Smartphone security has become a topic of paramount importance in both academic and commercial communities.  Currently, the most widely used processors in mobile devices are the ARM processors.  ARM processors employ TrustZone, a hardware security extension, to protect sensitive code and data in a privilege and isolated execution environment. Although TrustZone design is effective against many malicious software-based attacks, smartphones may be lost or stolen.  Once in the possession of unfriendly hands, sensitive information in a smartphone may be retrieved through physical memory disclosure attacks such as cold boot attack, in which an attacker can bypass all software protection and gain unrestricted access to the contents in the dynamic random access memory.

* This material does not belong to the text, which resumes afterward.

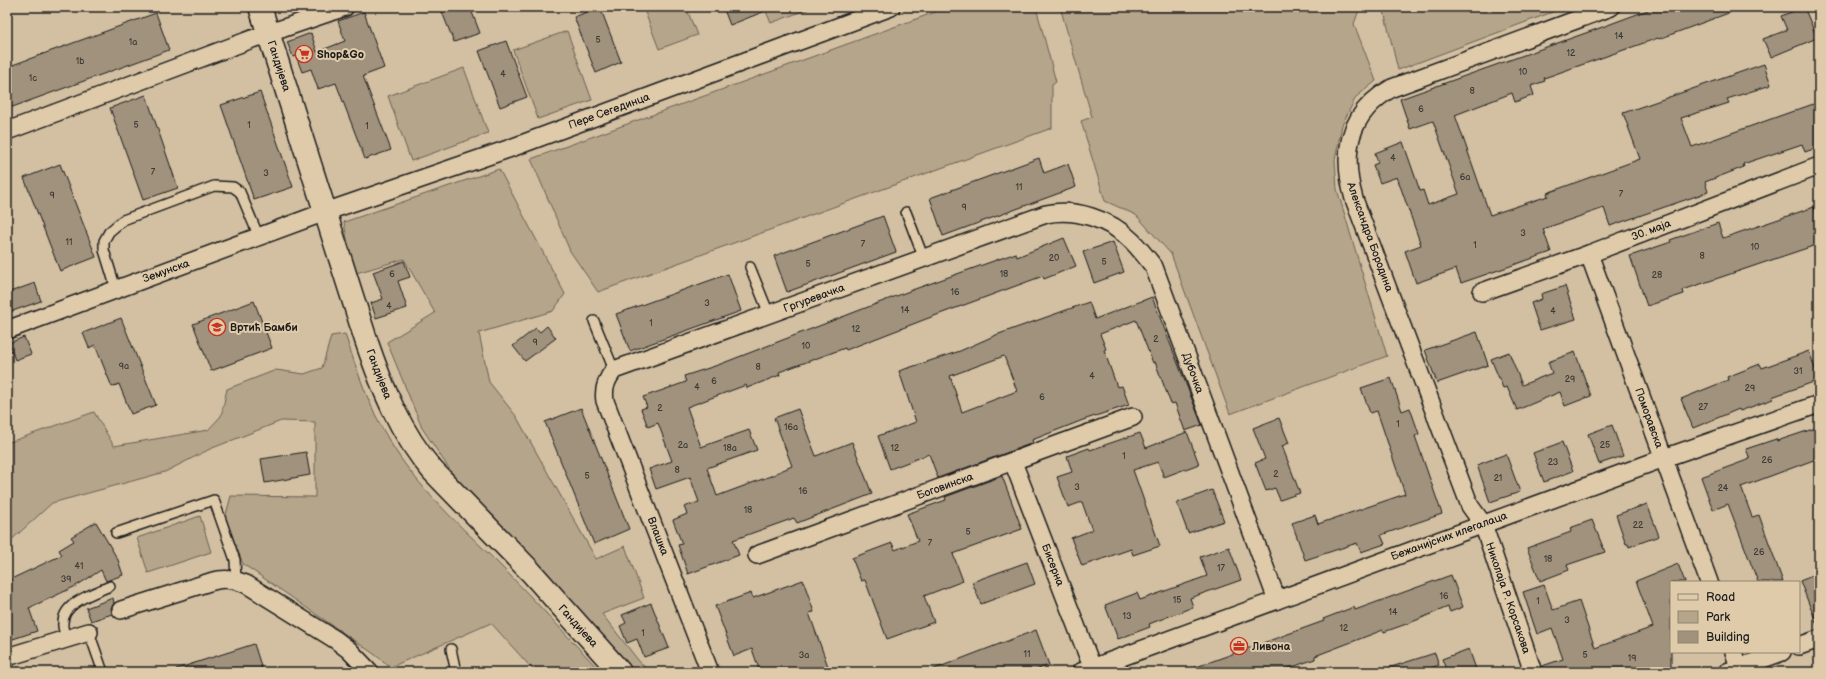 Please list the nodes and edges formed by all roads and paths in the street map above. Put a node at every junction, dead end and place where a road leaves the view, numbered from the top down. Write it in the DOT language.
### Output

Ning Zhang, a CS Ph.D. candidate, under the supervision of Prof. Wenjing Lou, presented his work on how to protect smartphones against physical-level memory disclosure attacks in a paper at the 37th IEEE Symposium on Security and Privacy, the top security conference in the field.  In the paper, Zhang, Lou and their co-authors presented a novel system that combines hardware-assisted security protection of TrustZone and unique cache features in ARM.  The system offers an isolated execution environment that can protect sensitive tasks against both malicious software and hardware memory disclosure attack. The system uses the on-chip cache as the program execution environment and applies cryptography to protect the sensitive program context that is stored in the physical memory. Through experimentation on a prototype, the new system was found to be effective and is capable of providing unprecedented protection with little performance impact.

Since 1980, the IEEE Symposium on Security and Privacy has been the premier forum for presenting developments in computer security and electronic privacy, and for bringing together researchers and practitioners in the field. The 2016 Symposium marks the 37th annual meeting of this flagship conference.  Among over 400 submissions, only 55 papers were accepted for presentation at this year’s symposium.